Date Published: July 25, 2017
Publisher: Public Library of Science
Author(s): Janice C. Jun, Mark B. Jones, Douglas M. Oswald, Edward S. Sim, Amruth R. Jonnalagadda, Lori S. C. Kreisman, Brian A. Cobb, Frederic Rieux-Laucat.
While Toll-like receptors (TLRs) represent one of the best characterized innate immune pathways, evidence suggests that TLRs are not restricted to innate leukocytes and some epithelial cells, but are also expressed in T cells. Specifically, published evidence focusing on FoxP3+ regulatory T cells demonstrate that they express functional TLR2, which is already known among the TLR family for its association with immune suppression; however, little is known about the relationship between T cell-intrinsic TLR2 binding and cytokine production, T cell differentiation, or T cell receptor (TCR) stimulation. Here, we demonstrate that TCR and TLR2 co-stimulation provides a T cell-intrinsic signal which generates a dramatic, synergistic cytokine response dominated by IL-10. Importantly, the response was not seen in either CD4+CD25+ or CD4+FoxP3+ Tregs, yet resulted in the expansion of a suppressive CD4+CD25+CD62L-CD44+CD45Rbhi effector/memory T cell subset not typically associated with immune inhibition. This study reveals the striking ability of a prototypical innate immune receptor to trigger a potent and suppressive IL-10 response in effector/memory T cells, supporting the notion that TLR2 is a co-regulatory receptor on T cells.

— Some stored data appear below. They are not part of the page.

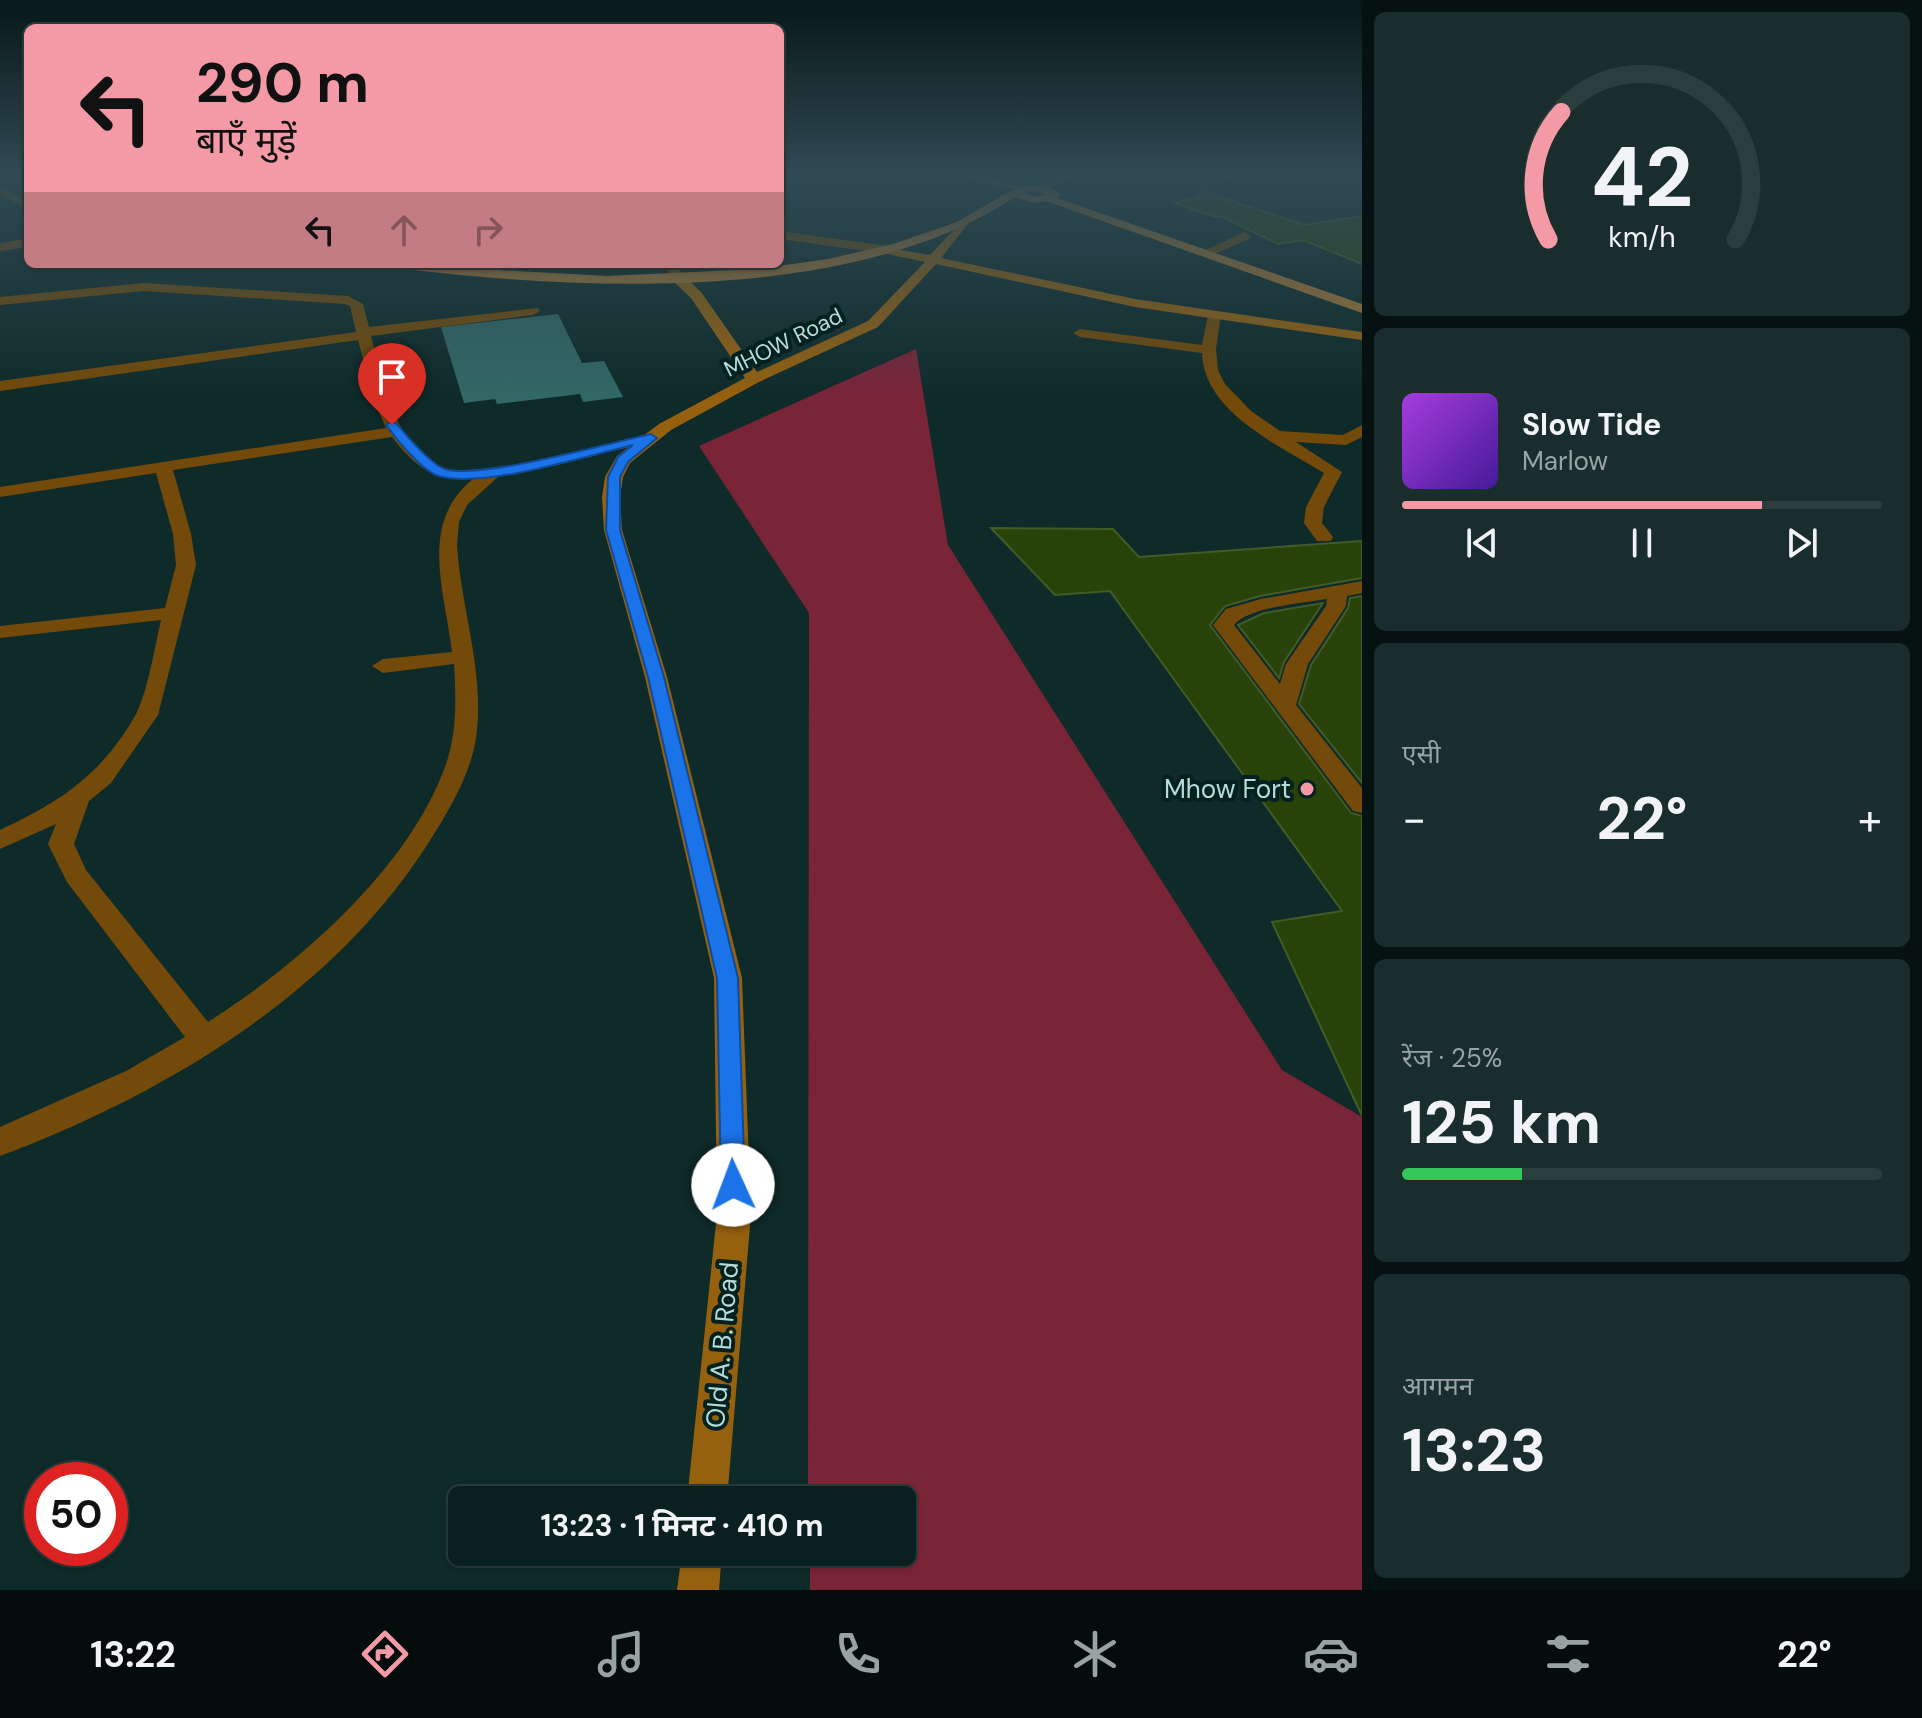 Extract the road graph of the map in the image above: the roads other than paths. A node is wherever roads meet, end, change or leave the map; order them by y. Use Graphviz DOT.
graph roads {
  1 [pos="881,249"];
  2 [pos="941,249"];
  3 [pos="1190,249"];
  4 [pos="1214,249"];
  5 [pos="887,250"];
  6 [pos="1203,254"];
  7 [pos="933,258"];
  8 [pos="438,268"];
  9 [pos="672,268"];
  10 [pos="679,279"];
  11 [pos="0,301"];
  12 [pos="1362,309"];
  13 [pos="533,311"];
  14 [pos="1214,314"];
  15 [pos="365,333"];
  16 [pos="1080,333"];
  17 [pos="1362,336"];
  18 [pos="1209,350"];
  19 [pos="754,379"];
  20 [pos="0,386"];
  21 [pos="1362,430"];
  22 [pos="396,431"];
  23 [pos="1279,436"];
  24 [pos="645,442"];
  25 [pos="163,466"];
  26 [pos="496,471"];
  27 [pos="0,492"];
  28 [pos="1324,537"];
  29 [pos="1362,587"];
  30 [pos="1338,590"];
  31 [pos="174,613"];
  32 [pos="0,632"];
  33 [pos="463,657"];
  34 [pos="383,666"];
  35 [pos="1285,705"];
  36 [pos="79,796"];
  37 [pos="1362,805"];
  38 [pos="0,840"];
  39 [pos="204,1039"];
  40 [pos="0,1142"];
  41 [pos="708,1486"];
  42 [pos="701,1566"];
  43 [pos="698,1590"];
  1 -- 5 [label="street"];
  2 -- 7 [label="main road, MHOW Road"];
  3 -- 6 [label="main road"];
  4 -- 6 [label="street"];
  5 -- 7 [label="main road"];
  5 -- 10 [label="main road"];
  6 -- 12 [label="main road"];
  7 -- 14 [label="main road"];
  7 -- 19 [label="main road, MHOW Road"];
  8 -- 10 [label="main road"];
  9 -- 10 [label="street"];
  10 -- 19 [label="main road"];
  11 -- 15 [label="street"];
  13 -- 15 [label="street"];
  14 -- 17 [label="main road"];
  14 -- 18 [label="street"];
  15 -- 20 [label="street"];
  15 -- 22 [label="street"];
  16 -- 18 [label="street"];
  18 -- 23 [label="street"];
  19 -- 24 [label="main road, MHOW Road"];
  21 -- 23 [label="street"];
  22 -- 25 [label="street"];
  22 -- 26 [label="street"];
  23 -- 28 [label="street"];
  24 -- 26 [label="street"];
  24 -- 41 [label="main road, Old A. B. Road"];
  25 -- 27 [label="street"];
  25 -- 31 [label="street"];
  26 -- 33 [label="street"];
  29 -- 30 [label="street"];
  30 -- 35 [label="street"];
  30 -- 35 [label="street"];
  31 -- 32 [label="street"];
  31 -- 36 [label="street"];
  33 -- 34 [label="street"];
  33 -- 39 [label="street"];
  35 -- 37 [label="street"];
  36 -- 38 [label="street"];
  36 -- 39 [label="street"];
  39 -- 40 [label="street"];
  42 -- 43 [label="main road"];
} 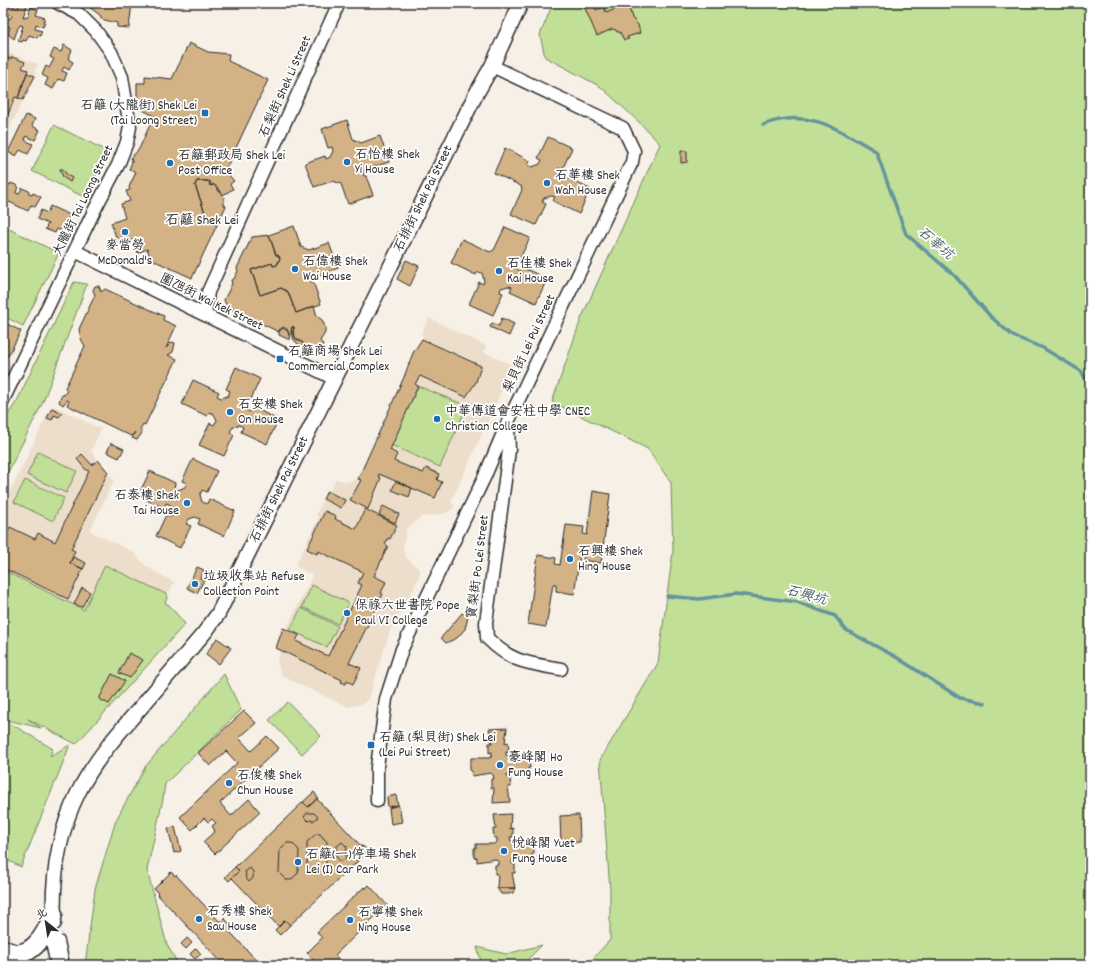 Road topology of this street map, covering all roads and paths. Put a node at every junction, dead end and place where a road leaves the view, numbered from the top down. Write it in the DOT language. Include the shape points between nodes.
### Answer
graph roads {
  1 [pos="58,3"];
  2 [pos="339,3"];
  3 [pos="521,3"];
  4 [pos="492,66"];
  5 [pos="75,251"];
  6 [pos="205,315"];
  7 [pos="335,380"];
  8 [pos="3,400"];
  9 [pos="507,424"];
  10 [pos="484,478"];
  11 [pos="503,488"];
  12 [pos="561,668"];
  13 [pos="377,801"];
  14 [pos="53,914"];
  15 [pos="55,942"];
  16 [pos="3,949"];
  17 [pos="3,963"];
  18 [pos="5,965"];
  19 [pos="50,965"];
  20 [pos="60,965"];
  1 -- 5 [label="street, 大隴街 Tai Loong Street" via="79,14 112,52 122,77 130,118 129,135 118,165"];
  2 -- 6 [label="street, 石梨街 Shek Li Street" via="208,292"];
  3 -- 4 [label="street, 石排街 Shek Pai Street"];
  4 -- 7 [label="street, 石排街 Shek Pai Street"];
  4 -- 9 [label="street, 梨貝街 Lei Pui Street" via="623,128 634,151 632,162"];
  5 -- 6 [label="street, 圍乪街 Wai Kek Street"];
  5 -- 8 [label="street, 大隴街 Tai Loong Street"];
  6 -- 7 [label="street, 圍乪街 Wai Kek Street"];
  7 -- 14 [label="street, 石排街 Shek Pai Street" via="218,614 112,740 78,794 66,824 57,862"];
  9 -- 10 [label="street, 梨貝街 Lei Pui Street"];
  9 -- 11 [label="street, 寶梨街 Po Lei Street" via="509,450"];
  10 -- 11 [label="street"];
  10 -- 13 [label="street, 梨貝街 Lei Pui Street" via="402,649 386,699 377,767"];
  11 -- 12 [label="street, 寶梨街 Po Lei Street" via="486,623 487,638 498,649 516,660"];
  14 -- 15 [label="street, 石排街 Shek Pai Street"];
  14 -- 16 [label="main road" via="42,940 30,950 14,954"];
  15 -- 19 [label="street, 石排街 Shek Pai Street"];
  15 -- 20 [label="main road"];
  17 -- 18 [label="main road"];
}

The prototypical innate immune receptor family is the Toll-like receptors (TLRs). These cell surface glycoproteins recognize molecular ‘patterns’ ranging from lipopolysaccharide and peptidoglycan to host-encoded heat-shock proteins, and are highly expressed by cells within the myeloid lineage. For nearly two decades, TLRs have been the subject of intense study for their role in ‘pattern recognition’ and the induction of the inflammatory response by neutrophils, macrophages, and other leukocytes [1,2]. It is also well-appreciated that TLR stimulation can have potent, albeit indirect, effects on the downstream adaptive response through the promotion of cytokine, chemokine, and other mediator secretion from activated leukocytes. As such, the impact of TLR signaling upon the adaptive response is driven by the intrinsic antigen presenting cell (APC) and local leukocyte response.
While TLRs have been primarily studied in innate-associated leukocyte activation, growing evidence suggests that these receptors are expressed in CD4+ T cells and intrinsically alter their behavior upon stimulation. TLR2 is of particular interest because of its reported and apparently unique ability to modulate the activity of Treg cells, which are key components in the maintenance of homeostasis and health. In this study, we demonstrate that simultaneous stimulation of TLR2 and TCR produces a profound increase in IL-10 production that is able to inhibit bystander T cell activation. In contrast to previous reports which report TLR2-mediated stimulation of FoxP3+ Tregs, we discovered that this effect occurs only in CD44+FoxP3- T cells, and leads to the expansion of a CD4+CD25+CD62L-CD44+CD45Rbhi Tem population that is not typically associated with suppressive activity. Although we do not yet know why our results contradict previous reports on the role of FoxP3+ Tregs in TLR2-mediated immune modulation [8,18,20], our study utilizes individual cell detection with fluorescence reporting for both IL-10 and FoxP3 simultaneously, providing a greater degree of confidence in the cellular identity. Moreover, we found that IL-2 is reduced in cells stimulated with both TCR and TLR2 signals, which may support previous reports in which TLR2 stimulation served only as a survival signal for FoxP3+ Tregs but did not change their suppressive activity . In any case, our findings support a model in which TLR2 represents a class of co-regulatory molecules on antigen-experienced, non-Treg cells which alters canonical TCR stimulation by enhancing IL-10 secretion.